◆ Provided information ◆
────

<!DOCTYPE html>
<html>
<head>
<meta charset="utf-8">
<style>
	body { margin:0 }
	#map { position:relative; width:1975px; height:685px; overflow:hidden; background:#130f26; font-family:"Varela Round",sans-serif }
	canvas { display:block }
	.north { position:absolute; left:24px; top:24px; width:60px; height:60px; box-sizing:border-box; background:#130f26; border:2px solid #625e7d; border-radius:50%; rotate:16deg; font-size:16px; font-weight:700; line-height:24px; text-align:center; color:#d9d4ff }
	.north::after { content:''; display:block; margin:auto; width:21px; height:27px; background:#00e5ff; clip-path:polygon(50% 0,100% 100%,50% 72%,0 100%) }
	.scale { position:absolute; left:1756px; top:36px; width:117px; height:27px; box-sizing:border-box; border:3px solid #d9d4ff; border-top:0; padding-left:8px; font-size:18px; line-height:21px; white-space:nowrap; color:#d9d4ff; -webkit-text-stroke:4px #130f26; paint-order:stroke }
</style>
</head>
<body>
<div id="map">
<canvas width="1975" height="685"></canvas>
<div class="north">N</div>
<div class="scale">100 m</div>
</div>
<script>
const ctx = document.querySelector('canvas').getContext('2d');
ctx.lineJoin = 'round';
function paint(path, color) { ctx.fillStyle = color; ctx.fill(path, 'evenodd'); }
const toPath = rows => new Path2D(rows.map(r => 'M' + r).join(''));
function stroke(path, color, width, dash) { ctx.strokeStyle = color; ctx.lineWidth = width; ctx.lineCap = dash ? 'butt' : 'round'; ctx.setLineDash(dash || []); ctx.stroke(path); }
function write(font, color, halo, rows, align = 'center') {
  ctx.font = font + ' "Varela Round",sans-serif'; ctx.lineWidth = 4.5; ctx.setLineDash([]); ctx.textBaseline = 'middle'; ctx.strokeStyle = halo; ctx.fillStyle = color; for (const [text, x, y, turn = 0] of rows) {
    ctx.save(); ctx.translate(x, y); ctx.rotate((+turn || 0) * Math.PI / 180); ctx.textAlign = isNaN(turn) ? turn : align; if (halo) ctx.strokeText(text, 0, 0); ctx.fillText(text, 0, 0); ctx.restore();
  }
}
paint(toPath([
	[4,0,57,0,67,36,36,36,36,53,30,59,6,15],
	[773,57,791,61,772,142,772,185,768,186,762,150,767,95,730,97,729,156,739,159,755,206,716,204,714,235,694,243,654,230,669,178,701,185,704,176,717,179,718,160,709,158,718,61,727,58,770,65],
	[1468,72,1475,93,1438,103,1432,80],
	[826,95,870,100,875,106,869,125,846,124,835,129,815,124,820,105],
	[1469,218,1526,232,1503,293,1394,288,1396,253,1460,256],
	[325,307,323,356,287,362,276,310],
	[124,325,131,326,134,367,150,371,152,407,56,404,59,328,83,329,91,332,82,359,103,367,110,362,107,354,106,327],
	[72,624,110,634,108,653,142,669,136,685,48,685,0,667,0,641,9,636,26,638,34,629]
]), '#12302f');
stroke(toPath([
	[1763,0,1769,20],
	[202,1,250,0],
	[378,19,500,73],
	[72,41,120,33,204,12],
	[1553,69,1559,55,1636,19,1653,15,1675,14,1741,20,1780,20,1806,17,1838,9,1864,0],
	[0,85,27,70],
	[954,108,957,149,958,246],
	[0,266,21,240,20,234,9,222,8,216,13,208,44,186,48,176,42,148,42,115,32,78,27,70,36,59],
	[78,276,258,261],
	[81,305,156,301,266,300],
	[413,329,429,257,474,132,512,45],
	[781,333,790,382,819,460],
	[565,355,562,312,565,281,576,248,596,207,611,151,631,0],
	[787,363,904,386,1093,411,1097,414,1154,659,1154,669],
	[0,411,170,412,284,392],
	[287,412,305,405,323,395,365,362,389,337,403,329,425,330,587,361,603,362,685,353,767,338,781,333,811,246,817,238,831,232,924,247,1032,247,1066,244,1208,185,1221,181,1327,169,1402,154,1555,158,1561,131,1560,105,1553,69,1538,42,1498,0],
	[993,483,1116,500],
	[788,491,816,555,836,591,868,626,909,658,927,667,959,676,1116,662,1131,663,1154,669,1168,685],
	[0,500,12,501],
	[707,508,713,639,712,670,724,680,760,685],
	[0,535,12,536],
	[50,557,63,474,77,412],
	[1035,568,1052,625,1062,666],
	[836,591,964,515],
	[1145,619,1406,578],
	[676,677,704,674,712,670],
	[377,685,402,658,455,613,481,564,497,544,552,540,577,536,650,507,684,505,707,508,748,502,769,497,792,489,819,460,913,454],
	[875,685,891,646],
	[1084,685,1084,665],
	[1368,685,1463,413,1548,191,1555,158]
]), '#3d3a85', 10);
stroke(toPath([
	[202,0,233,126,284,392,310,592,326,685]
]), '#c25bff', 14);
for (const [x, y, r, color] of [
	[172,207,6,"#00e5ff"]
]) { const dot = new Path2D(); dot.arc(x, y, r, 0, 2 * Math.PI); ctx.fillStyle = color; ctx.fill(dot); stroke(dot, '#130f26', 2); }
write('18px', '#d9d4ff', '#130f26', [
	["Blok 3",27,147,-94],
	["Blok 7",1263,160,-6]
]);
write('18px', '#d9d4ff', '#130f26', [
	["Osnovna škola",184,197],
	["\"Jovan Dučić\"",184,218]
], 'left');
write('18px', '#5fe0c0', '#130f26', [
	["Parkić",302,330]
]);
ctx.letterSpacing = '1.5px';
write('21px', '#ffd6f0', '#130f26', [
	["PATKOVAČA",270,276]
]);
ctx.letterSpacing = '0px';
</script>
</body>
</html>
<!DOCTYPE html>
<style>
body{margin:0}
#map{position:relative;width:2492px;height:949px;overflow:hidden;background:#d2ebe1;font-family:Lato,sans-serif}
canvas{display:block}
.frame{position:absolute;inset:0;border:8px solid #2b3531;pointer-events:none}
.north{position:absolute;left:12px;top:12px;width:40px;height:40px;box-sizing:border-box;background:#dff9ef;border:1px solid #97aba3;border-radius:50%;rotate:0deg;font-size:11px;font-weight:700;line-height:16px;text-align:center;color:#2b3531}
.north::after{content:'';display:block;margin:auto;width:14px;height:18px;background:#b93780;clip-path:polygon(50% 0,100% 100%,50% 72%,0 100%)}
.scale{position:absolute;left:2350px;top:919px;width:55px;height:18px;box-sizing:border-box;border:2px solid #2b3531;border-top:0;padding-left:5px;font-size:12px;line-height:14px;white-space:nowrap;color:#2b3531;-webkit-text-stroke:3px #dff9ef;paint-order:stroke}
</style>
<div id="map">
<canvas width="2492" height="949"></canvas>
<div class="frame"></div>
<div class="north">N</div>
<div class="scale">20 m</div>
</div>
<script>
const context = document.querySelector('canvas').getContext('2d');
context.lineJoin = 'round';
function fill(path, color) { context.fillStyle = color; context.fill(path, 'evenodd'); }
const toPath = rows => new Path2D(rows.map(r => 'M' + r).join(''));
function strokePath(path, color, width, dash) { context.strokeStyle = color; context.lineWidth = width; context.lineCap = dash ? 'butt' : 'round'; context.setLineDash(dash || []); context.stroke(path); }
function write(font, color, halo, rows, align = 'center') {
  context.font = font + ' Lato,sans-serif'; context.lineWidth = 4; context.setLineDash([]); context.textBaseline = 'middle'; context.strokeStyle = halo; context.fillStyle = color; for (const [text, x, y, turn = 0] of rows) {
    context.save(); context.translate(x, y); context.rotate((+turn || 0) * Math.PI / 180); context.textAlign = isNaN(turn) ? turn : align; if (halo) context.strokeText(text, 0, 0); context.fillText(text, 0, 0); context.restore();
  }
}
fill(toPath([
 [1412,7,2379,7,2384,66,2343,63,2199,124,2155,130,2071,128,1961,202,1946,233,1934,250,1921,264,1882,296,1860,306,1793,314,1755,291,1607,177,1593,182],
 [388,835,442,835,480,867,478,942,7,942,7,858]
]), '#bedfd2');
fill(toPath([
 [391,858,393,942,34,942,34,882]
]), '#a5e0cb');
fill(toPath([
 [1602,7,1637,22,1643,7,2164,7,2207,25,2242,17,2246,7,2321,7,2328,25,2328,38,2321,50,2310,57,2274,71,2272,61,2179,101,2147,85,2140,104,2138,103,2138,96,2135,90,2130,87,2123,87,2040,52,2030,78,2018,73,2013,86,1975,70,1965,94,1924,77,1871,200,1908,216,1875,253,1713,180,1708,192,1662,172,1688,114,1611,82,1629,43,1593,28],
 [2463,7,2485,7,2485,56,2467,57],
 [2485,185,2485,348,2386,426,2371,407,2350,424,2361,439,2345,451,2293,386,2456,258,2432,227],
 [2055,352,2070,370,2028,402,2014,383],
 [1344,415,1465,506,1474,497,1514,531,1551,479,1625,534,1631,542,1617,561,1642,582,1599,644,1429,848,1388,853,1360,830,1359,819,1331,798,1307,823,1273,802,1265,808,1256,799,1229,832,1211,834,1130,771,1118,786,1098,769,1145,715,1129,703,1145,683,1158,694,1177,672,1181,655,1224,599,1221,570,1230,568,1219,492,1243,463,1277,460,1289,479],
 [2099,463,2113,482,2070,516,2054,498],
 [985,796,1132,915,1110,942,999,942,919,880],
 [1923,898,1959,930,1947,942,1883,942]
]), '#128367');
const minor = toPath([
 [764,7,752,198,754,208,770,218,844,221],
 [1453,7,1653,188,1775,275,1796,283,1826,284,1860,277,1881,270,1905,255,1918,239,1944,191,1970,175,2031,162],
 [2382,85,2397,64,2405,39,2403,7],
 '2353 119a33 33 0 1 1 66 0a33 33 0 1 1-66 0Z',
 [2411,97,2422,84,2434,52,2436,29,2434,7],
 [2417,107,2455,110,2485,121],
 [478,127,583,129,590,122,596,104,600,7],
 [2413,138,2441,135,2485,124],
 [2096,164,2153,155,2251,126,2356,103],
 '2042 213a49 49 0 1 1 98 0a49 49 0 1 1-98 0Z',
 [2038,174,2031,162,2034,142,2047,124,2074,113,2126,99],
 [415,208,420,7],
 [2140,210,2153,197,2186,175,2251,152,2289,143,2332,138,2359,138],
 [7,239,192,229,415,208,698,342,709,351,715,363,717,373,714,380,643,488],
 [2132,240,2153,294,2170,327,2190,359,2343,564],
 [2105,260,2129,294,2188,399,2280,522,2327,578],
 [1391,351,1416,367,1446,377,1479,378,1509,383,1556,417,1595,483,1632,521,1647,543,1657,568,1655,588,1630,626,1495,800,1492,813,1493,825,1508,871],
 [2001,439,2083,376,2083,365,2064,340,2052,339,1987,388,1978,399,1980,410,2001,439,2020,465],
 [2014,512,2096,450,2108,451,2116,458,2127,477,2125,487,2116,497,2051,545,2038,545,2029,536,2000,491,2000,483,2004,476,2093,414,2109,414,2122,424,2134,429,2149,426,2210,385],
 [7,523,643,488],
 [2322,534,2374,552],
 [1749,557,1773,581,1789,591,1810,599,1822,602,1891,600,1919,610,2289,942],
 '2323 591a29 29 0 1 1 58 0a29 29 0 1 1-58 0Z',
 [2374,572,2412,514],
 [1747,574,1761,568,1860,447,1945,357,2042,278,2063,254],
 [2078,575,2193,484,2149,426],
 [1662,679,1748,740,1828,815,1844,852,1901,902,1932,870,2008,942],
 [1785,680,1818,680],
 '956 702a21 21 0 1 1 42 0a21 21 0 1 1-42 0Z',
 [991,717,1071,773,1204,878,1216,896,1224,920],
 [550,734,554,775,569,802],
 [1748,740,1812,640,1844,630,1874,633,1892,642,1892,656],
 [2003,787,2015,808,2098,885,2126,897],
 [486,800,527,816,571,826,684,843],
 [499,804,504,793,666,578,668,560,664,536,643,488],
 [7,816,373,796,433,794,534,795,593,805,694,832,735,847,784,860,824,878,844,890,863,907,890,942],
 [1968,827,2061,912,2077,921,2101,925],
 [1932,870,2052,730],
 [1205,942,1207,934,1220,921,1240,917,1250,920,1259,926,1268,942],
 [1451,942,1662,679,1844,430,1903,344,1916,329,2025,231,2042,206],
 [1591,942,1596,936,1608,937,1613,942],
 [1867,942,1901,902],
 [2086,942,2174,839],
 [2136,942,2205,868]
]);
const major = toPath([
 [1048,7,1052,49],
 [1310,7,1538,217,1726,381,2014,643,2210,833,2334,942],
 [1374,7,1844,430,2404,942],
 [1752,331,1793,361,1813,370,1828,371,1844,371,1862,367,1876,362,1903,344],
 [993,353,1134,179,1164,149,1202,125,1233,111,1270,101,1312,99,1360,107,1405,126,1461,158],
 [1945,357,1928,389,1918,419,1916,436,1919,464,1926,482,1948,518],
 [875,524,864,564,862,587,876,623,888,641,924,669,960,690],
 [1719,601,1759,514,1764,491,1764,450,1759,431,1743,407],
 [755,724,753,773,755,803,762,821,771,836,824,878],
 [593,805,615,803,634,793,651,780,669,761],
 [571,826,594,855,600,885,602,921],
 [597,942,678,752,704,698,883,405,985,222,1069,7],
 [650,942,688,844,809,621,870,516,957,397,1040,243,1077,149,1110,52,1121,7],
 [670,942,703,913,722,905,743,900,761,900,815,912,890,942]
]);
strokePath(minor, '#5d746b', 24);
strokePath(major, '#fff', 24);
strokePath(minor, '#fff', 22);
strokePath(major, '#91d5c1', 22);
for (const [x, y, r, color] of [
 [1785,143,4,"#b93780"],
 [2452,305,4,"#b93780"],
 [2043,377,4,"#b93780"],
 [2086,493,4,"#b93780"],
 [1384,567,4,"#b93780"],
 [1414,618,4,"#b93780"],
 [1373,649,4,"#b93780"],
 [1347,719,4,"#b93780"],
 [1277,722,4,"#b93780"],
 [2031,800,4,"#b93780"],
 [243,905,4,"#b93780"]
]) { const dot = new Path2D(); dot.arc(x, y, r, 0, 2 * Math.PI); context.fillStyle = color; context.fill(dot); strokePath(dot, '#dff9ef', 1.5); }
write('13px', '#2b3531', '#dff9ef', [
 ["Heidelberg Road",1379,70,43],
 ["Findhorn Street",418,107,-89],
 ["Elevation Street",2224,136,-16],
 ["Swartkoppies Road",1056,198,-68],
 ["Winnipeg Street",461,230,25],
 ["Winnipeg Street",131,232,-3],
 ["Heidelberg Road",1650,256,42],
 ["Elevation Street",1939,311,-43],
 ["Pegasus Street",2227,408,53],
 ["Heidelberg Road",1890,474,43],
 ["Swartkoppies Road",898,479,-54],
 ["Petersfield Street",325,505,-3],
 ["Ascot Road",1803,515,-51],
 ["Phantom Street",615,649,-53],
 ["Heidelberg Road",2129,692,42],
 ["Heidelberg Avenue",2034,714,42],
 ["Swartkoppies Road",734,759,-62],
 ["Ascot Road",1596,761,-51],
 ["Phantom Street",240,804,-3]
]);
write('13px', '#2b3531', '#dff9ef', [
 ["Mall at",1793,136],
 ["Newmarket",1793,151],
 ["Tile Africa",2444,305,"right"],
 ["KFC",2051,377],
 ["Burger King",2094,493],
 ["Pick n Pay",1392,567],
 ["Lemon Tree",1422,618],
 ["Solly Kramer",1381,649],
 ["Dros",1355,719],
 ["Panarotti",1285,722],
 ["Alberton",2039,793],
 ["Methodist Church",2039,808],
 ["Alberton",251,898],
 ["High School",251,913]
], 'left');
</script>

────

◆ What you are asked to do ◆
Search the material for the string "textAlign" and show every line that has it.

◆ Solution ◆
    ctx.save(); ctx.translate(x, y); ctx.rotate((+turn || 0) * Math.PI / 180); ctx.textAlign = isNaN(turn) ? turn : align; if (halo) ctx.strokeText(text, 0, 0); ctx.fillText(text, 0, 0); ctx.restore();
    context.save(); context.translate(x, y); context.rotate((+turn || 0) * Math.PI / 180); context.textAlign = isNaN(turn) ? turn : align; if (halo) context.strokeText(text, 0, 0); context.fillText(text, 0, 0); context.restore();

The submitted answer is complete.